__Your instructions__.
Below are the records; copy each line in which "nodes" can be found.

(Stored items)
####################
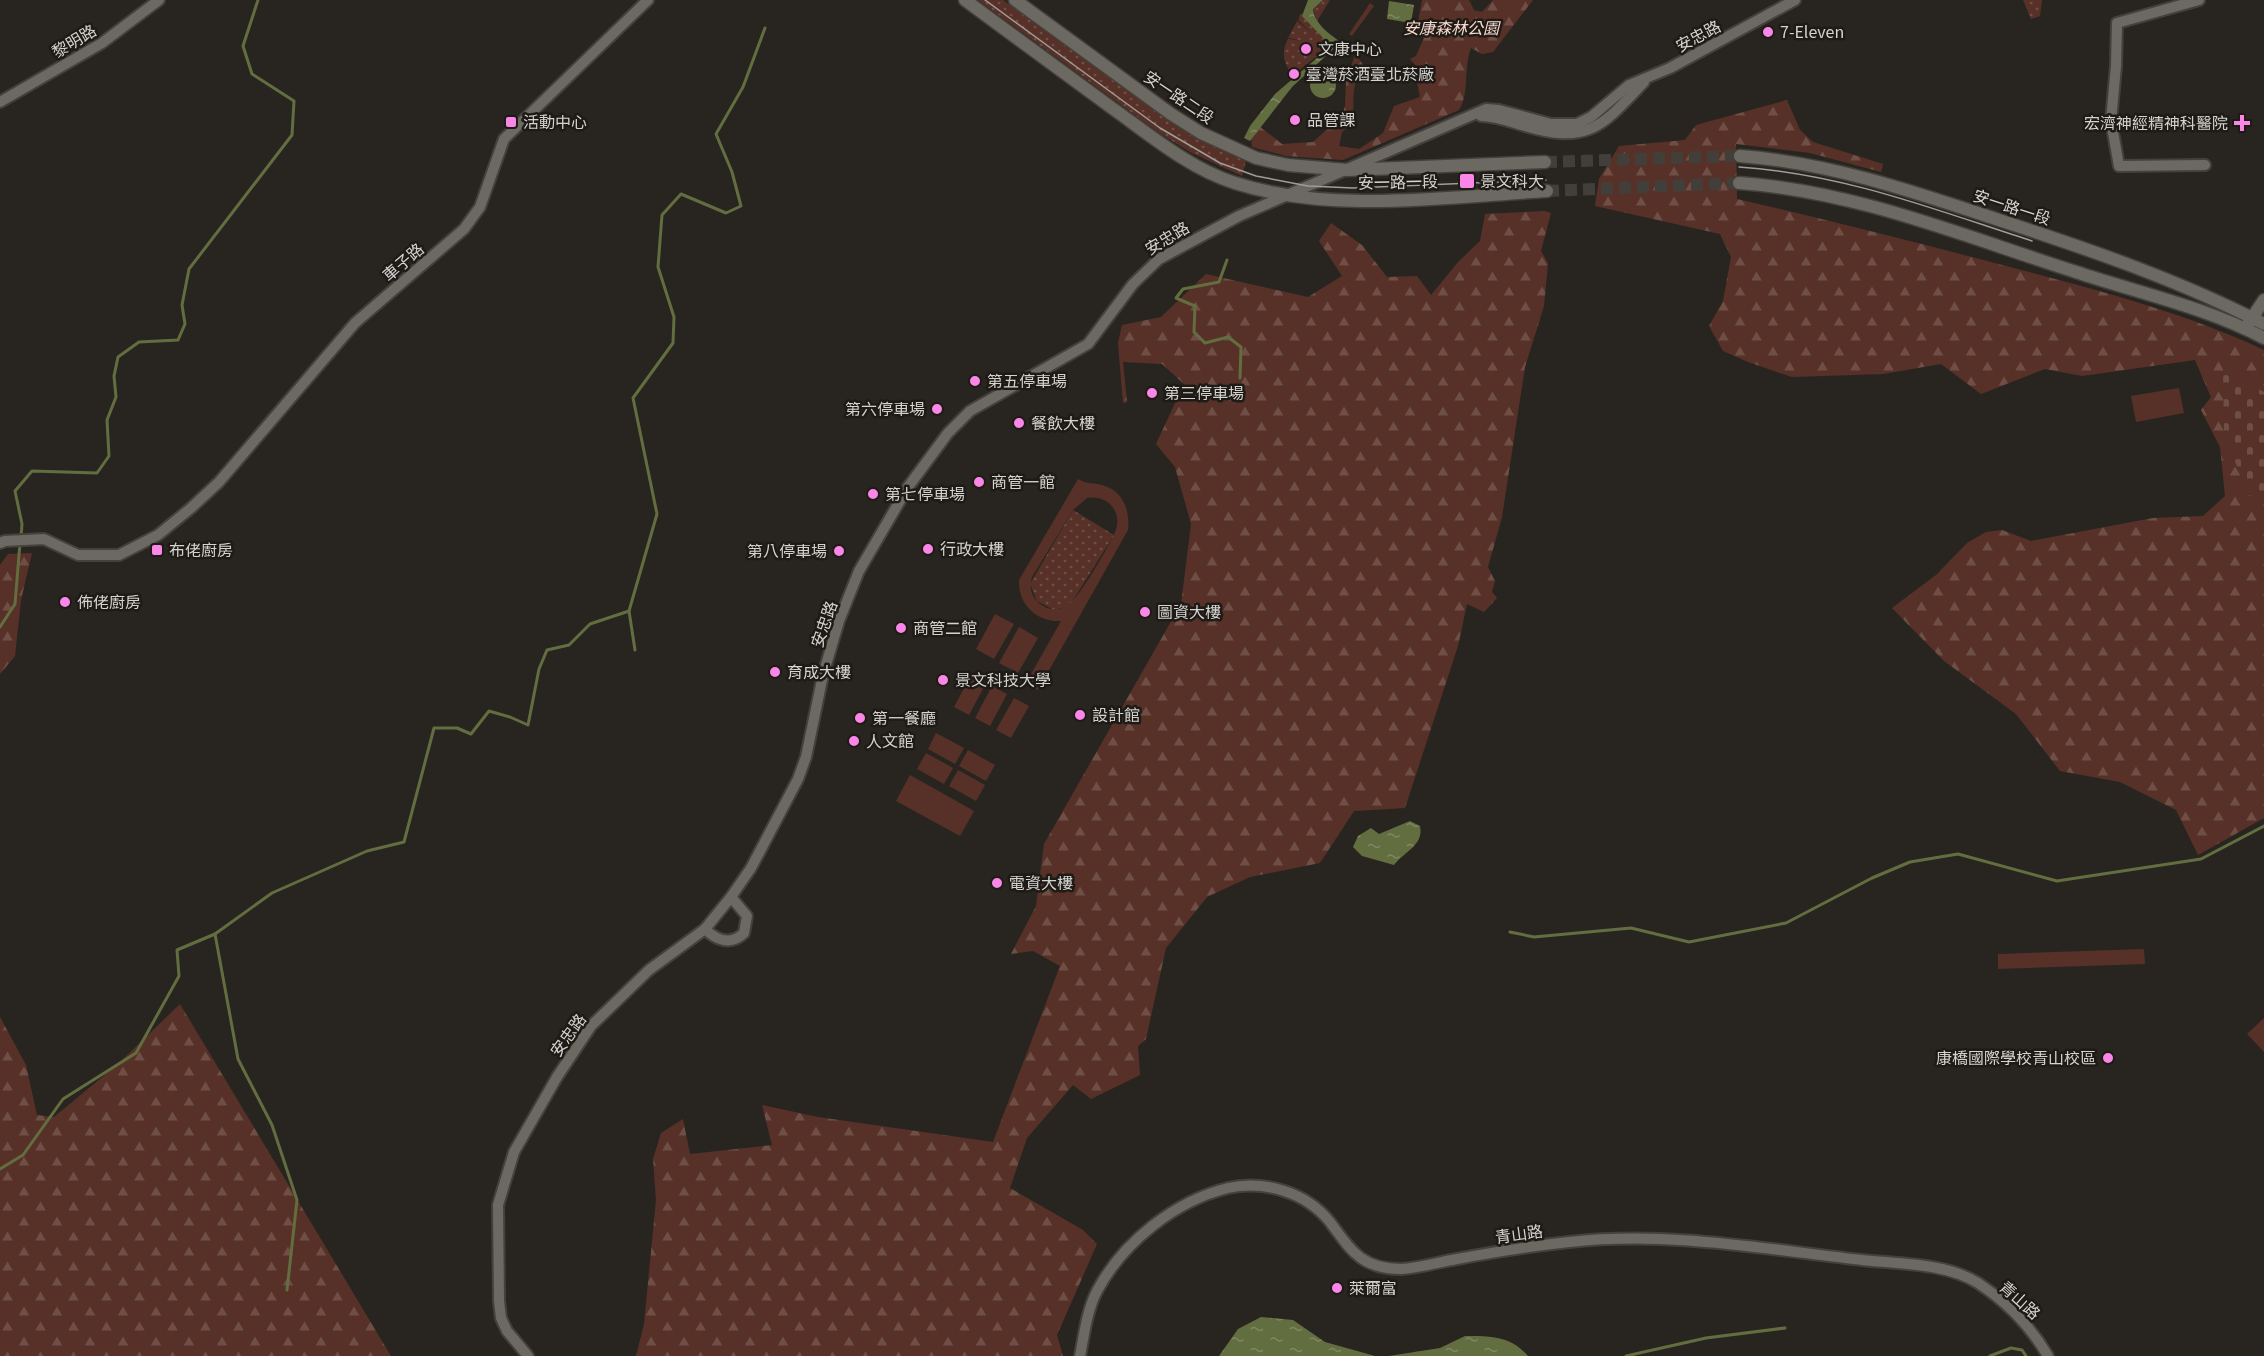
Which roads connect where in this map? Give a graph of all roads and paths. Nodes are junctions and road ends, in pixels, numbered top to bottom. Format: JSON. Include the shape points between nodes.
{"nodes":[{"id":1,"x":159,"y":0,"type":"edge"},
{"id":2,"x":648,"y":0,"type":"edge"},
{"id":3,"x":965,"y":0,"type":"edge"},
{"id":4,"x":1015,"y":0,"type":"edge"},
{"id":5,"x":1795,"y":0,"type":"edge"},
{"id":6,"x":2199,"y":0,"type":"edge"},
{"id":7,"x":0,"y":102,"type":"edge"},
{"id":8,"x":1740,"y":156,"type":"tunnel mouth"},
{"id":9,"x":1545,"y":162,"type":"tunnel mouth"},
{"id":10,"x":2205,"y":165,"type":"dead end"},
{"id":11,"x":1347,"y":170,"type":"junction"},
{"id":12,"x":1739,"y":183,"type":"tunnel mouth"},
{"id":13,"x":1547,"y":191,"type":"tunnel mouth"},
{"id":14,"x":1286,"y":196,"type":"junction"},
{"id":15,"x":2264,"y":300,"type":"edge"},
{"id":16,"x":2252,"y":318,"type":"junction"},
{"id":17,"x":2245,"y":329,"type":"junction"},
{"id":18,"x":2262,"y":331,"type":"edge"},
{"id":19,"x":3,"y":542,"type":"edge"},
{"id":20,"x":731,"y":897,"type":"junction"},
{"id":21,"x":705,"y":929,"type":"junction"},
{"id":22,"x":528,"y":1356,"type":"edge"},
{"id":23,"x":1080,"y":1356,"type":"edge"},
{"id":24,"x":2048,"y":1356,"type":"edge"}],
"edges":[{"from":1,"to":7,"type":"street","name":"黎明路","via":[[102,43]]},
{"from":2,"to":19,"type":"street","name":"車子路","via":[[504,139],[480,207],[464,229],[355,323],[219,482],[158,535],[119,555],[89,557],[44,539]]},
{"from":3,"to":14,"type":"street","via":[[1186,159],[1233,182]]},
{"from":4,"to":11,"type":"street","name":"安一路二段","via":[[1171,114],[1219,142],[1256,158],[1288,165]]},
{"from":5,"to":11,"type":"street","name":"安忠路","via":[[1619,91],[1591,117],[1577,124],[1551,124],[1486,109]]},
{"from":6,"to":10,"type":"street","via":[[2117,23],[2111,121],[2119,166]]},
{"from":8,"to":16,"type":"street","name":"安一路一段","via":[[1809,164],[1880,181],[2091,250]]},
{"from":9,"to":11,"type":"street","name":"安一路一段"},
{"from":11,"to":14,"type":"street","name":"安忠路"},
{"from":12,"to":17,"type":"street","name":"安一路一段","via":[[1806,190],[1872,206],[2180,304]]},
{"from":13,"to":14,"type":"street","name":"安一路一段","via":[[1416,198]]},
{"from":14,"to":20,"type":"street","name":"安忠路","via":[[1159,259],[1133,284],[1088,344],[985,401],[948,433],[908,487],[859,571],[823,675],[798,779],[751,868]]},
{"from":15,"to":16,"type":"street"},
{"from":16,"to":17,"type":"street"},
{"from":16,"to":18,"type":"street","name":"安一路一段"},
{"from":17,"to":18,"type":"street","name":"安一路一段"},
{"from":20,"to":21,"type":"street","name":"安忠路"},
{"from":20,"to":21,"type":"street","via":[[747,916],[744,933],[735,940],[722,940]]},
{"from":21,"to":22,"type":"street","name":"安忠路","via":[[649,970],[591,1026],[514,1152],[498,1205],[499,1301],[507,1331]]},
{"from":23,"to":24,"type":"street","name":"青山路","via":[[1084,1328],[1097,1291],[1123,1254],[1155,1224],[1191,1202],[1228,1188],[1255,1185],[1282,1189],[1304,1199],[1329,1221],[1354,1254],[1366,1262],[1400,1269],[1571,1242],[1652,1238],[1924,1264],[1977,1282],[2030,1328]]}]}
####################
__Answer section__.
Which roads connect where in this map? Give a graph of all roads and paths. Nodes are junctions and road ends, in pixels, numbered top to bottom. Format: JSON. Include the shape points between nodes.
{"nodes":[{"id":1,"x":159,"y":0,"type":"edge"},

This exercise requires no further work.